You are viewing a plain text version of this content. The canonical link for it is here.
Posted to user@flink.apache.org by Vishal Surana <vi...@moengage.com> on 2022/11/15 08:07:22 UTC

Kafka transactioins & flink checkpoints

I wanted to achieve exactly once semantics in my job and wanted to make sure I understood the current behaviour correctly:

1. Only one Kafka transaction at a time (no concurrent checkpoints)
2. Only one transaction per checkpoint


My job has very large amount of state (>100GB) and I have no option but to use unaligned checkpoints. With the above limitation, it seems to me that if checkpoint interval is 1 minute and checkpoint takes about 10 seconds to complete then only one Kafka transaction can happen in 70 seconds. All of the output records will not be visible until the transaction completes. This way a steady stream of inputs will result in an buffered output stream where data is only visible after a minute, thereby destroying any sort of real time streaming use cases. Reducing the checkpoint interval is not really an option given the size of the checkpoint. Only way out would be to allow for multiple transactions per checkpoint.

Thanks,
Vishal

Re: Kafka transactioins & flink checkpoints

Posted by Yaroslav Tkachenko <ya...@goldsky.com>.
I gave a talk about that setup:
https://www.youtube.com/watch?v=tiGxEGPyqCg&ab_channel=FlinkForward

The documentation suggests using unaligned checkpoints in case of
backpressure (
https://nightlies.apache.org/flink/flink-docs-release-1.15/docs/ops/state/checkpointing_under_backpressure/#unaligned-checkpoints).
I'd like to add that typically it means that you end up with a data skew,
which causes long time to finalize the checkpoint, since different
subtasks take different time to finalize. If you don't have data skew (your
state is uniformly distributed) and you don't have a lot of backpressure
you shouldn't enable unaligned checkpoints IMO. So my suggestion is to
analyze your workload and try to eliminate any data skews you find.

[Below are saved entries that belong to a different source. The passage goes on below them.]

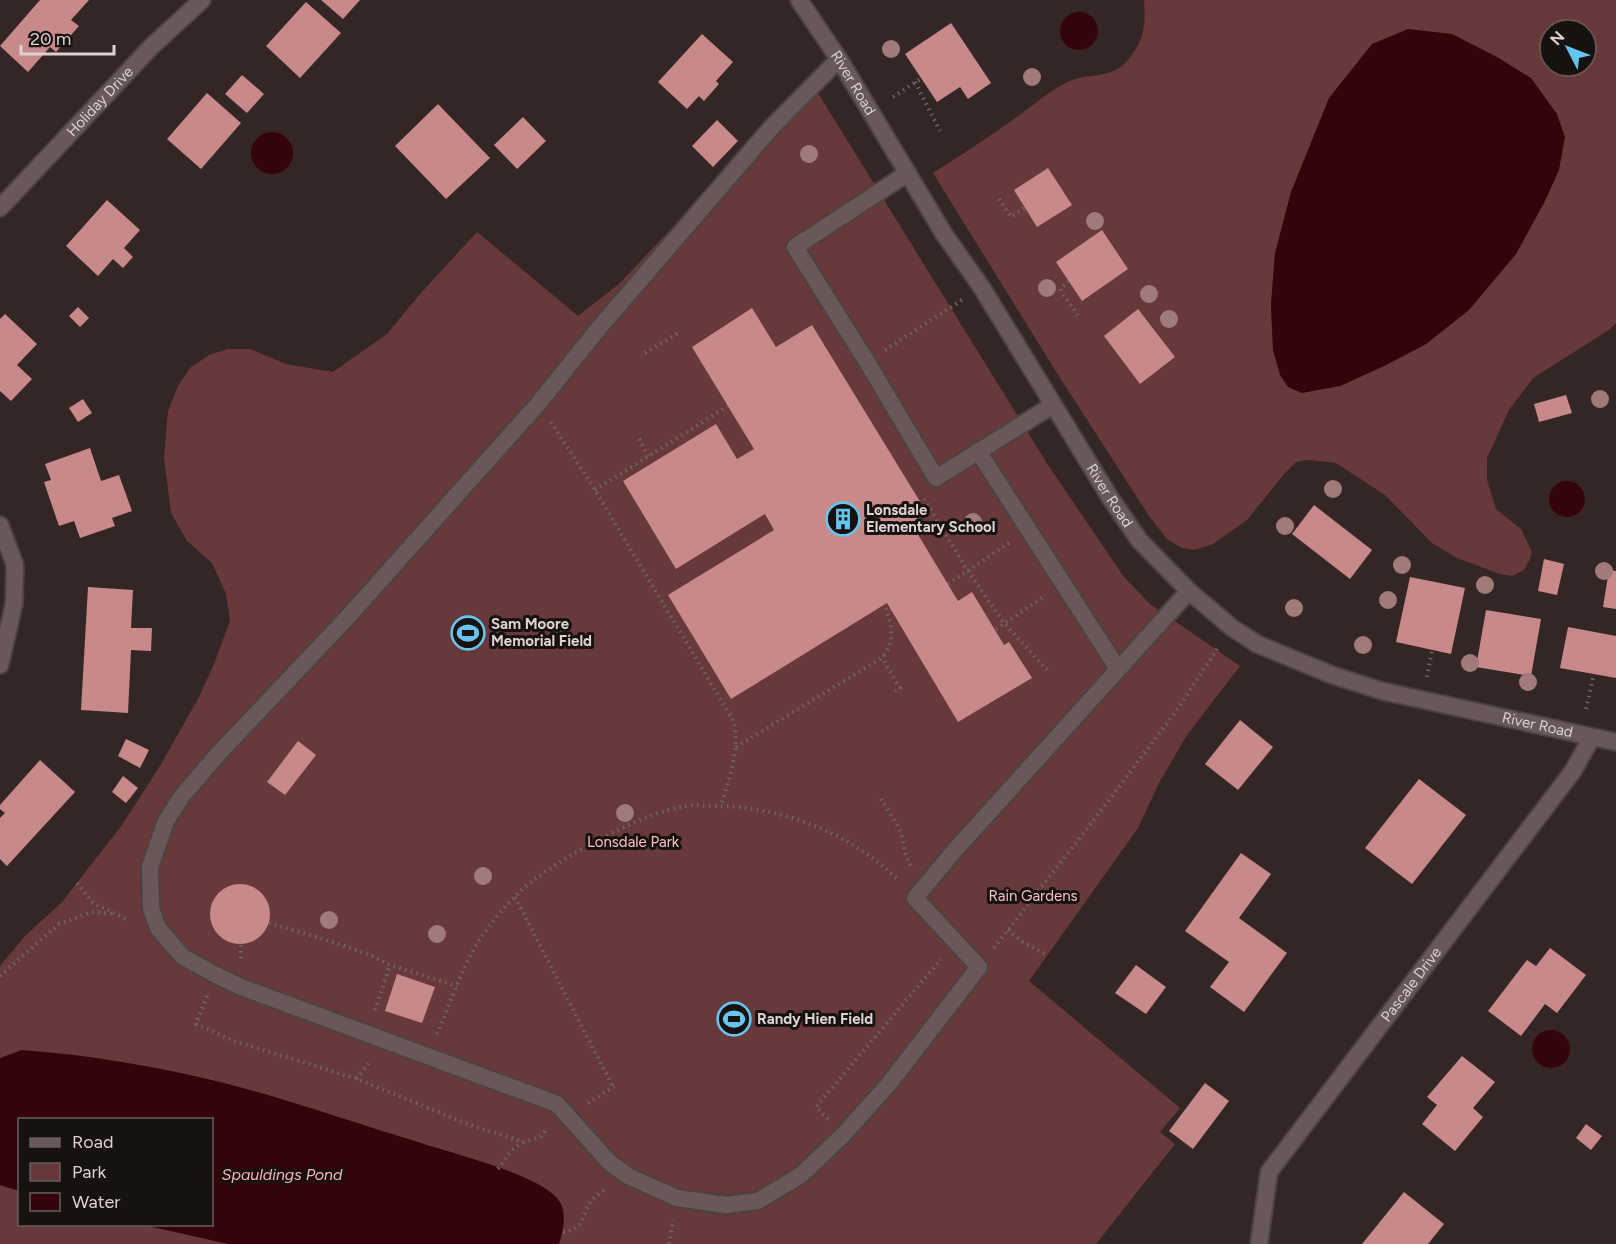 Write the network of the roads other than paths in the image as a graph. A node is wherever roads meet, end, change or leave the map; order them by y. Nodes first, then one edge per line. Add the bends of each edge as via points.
1 (202, 0) edge
2 (799, 0) edge
3 (838, 59) junction
4 (908, 173) junction
5 (0, 208) edge
6 (1053, 405) junction
7 (978, 452) junction
8 (0, 525) edge
9 (1189, 591) junction
10 (0, 665) edge
11 (1118, 669) junction
12 (1592, 737) junction
13 (1616, 742) edge
14 (1259, 1244) edge

1 - 5 main road, Holiday Drive via 152,47
2 - 3 main road, River Road
3 - 4 main road, River Road
3 - 11 main road via 771,128 538,404 182,796 166,821 150,867 151,908 158,928 183,957 223,979 547,1100 628,1176 677,1198 726,1205 758,1201 801,1175 843,1135 888,1085 979,967 915,898
4 - 6 main road, River Road
4 - 7 main road via 795,247 936,478
6 - 7 main road
6 - 9 main road, River Road via 1139,540
7 - 11 main road
8 - 10 main road via 15,565 14,604
9 - 11 main road
9 - 12 main road, River Road via 1257,644 1332,675 1382,691
12 - 13 main road, River Road
12 - 14 main road, Pascale Drive via 1573,771 1269,1172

Btw, what storage do you use for your RocksDB state? I suggest using the
fastest SSD you can get, e.g. in case of cloud vendors don't use something
like AWS EBS and use the ephemeral instance storage instead.

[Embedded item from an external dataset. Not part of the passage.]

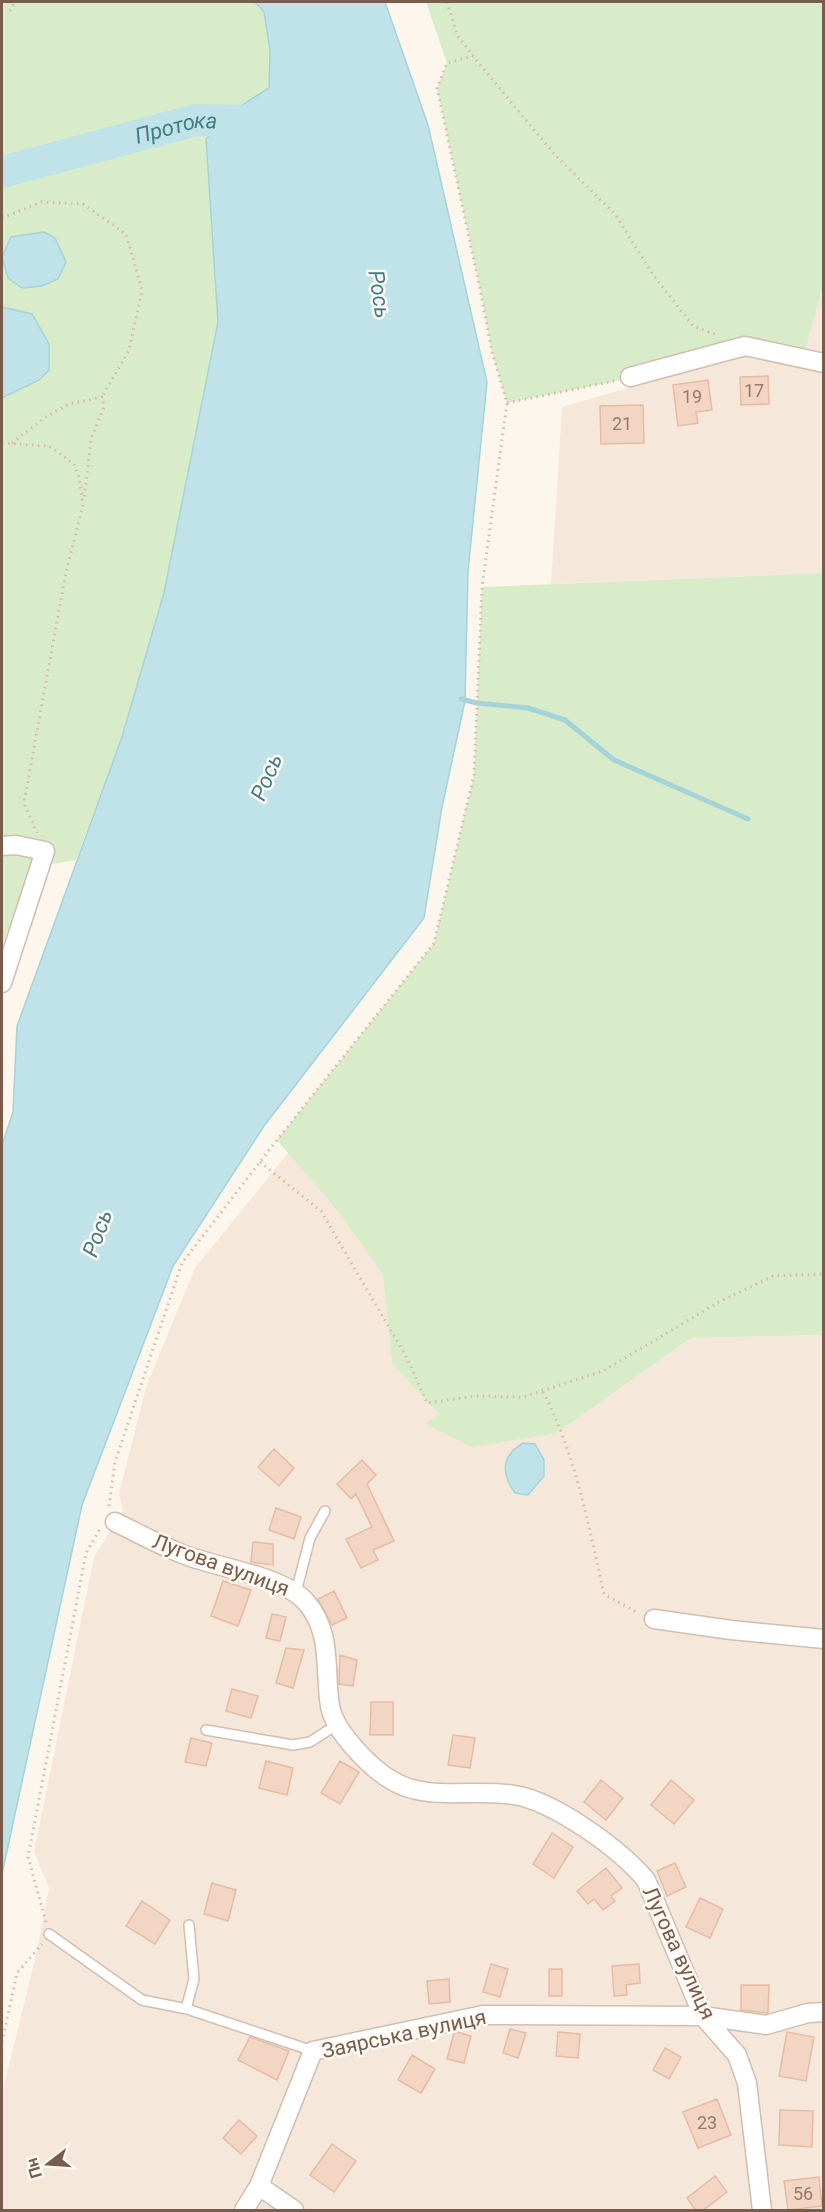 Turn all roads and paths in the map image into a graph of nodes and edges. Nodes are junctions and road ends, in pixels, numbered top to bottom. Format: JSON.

On Wed, Nov 16, 2022 at 4:49 AM Vishal Surana <vi...@moengage.com> wrote:

> Yes. I do use RocksDB for (incremental) checkpointing. During each
> checkpoint 15-20GB of state gets created (new state added, some expired). I
> make use of FIFO compaction.
>
> I’m a bit surprised you were able to run with 10+TB state without
> unaligned checkpoints because the performance in my application degrades
> quite a lot. Can you share your checkpoint configurations?
>
>
> Thanks,
> Vishal
> On 15 Nov 2022, 10:07 PM +0530, Yaroslav Tkachenko <ya...@goldsky.com>,
> wrote:
>
> Hi Vishal,
>
> Just wanted to comment on this bit:
>
> > My job has very large amount of state (>100GB) and I have no option but
> to use unaligned checkpoints.
>
> I successfully ran Flink jobs with 10+ TB of state and no unaligned
> checkpoints enabled. Usually, you consider enabling them when there is some
> kind of skew in the topology, but IMO it's unrelated to the state size.
>
> > Reducing the checkpoint interval is not really an option given the size
> of the checkpoint
>
> Do you use RocksDB state backend with incremental checkpointing?
>
> On Tue, Nov 15, 2022 at 12:07 AM Vishal Surana <vi...@moengage.com>
> wrote:
>
>> I wanted to achieve exactly once semantics in my job and wanted to make
>> sure I understood the current behaviour correctly:
>>
>>    1. Only one Kafka transaction at a time (no concurrent checkpoints)
>>    2. Only one transaction per checkpoint
>>
>>
>> My job has very large amount of state (>100GB) and I have no option but
>> to use unaligned checkpoints. With the above limitation, it seems to me
>> that if checkpoint interval is 1 minute and checkpoint takes about 10
>> seconds to complete then only one Kafka transaction can happen in 70
>> seconds. All of the output records will not be visible until the
>> transaction completes. This way a steady stream of inputs will result in an
>> buffered output stream where data is only visible after a minute, thereby
>> destroying any sort of real time streaming use cases. Reducing the
>> checkpoint interval is not really an option given the size of the
>> checkpoint. Only way out would be to allow for multiple transactions per
>> checkpoint.
>>
>> Thanks,
>> Vishal
>>
>

Re: Kafka transactioins & flink checkpoints

Posted by Vishal Surana <vi...@moengage.com>.
Yes. I do use RocksDB for (incremental) checkpointing. During each checkpoint 15-20GB of state gets created (new state added, some expired). I make use of FIFO compaction.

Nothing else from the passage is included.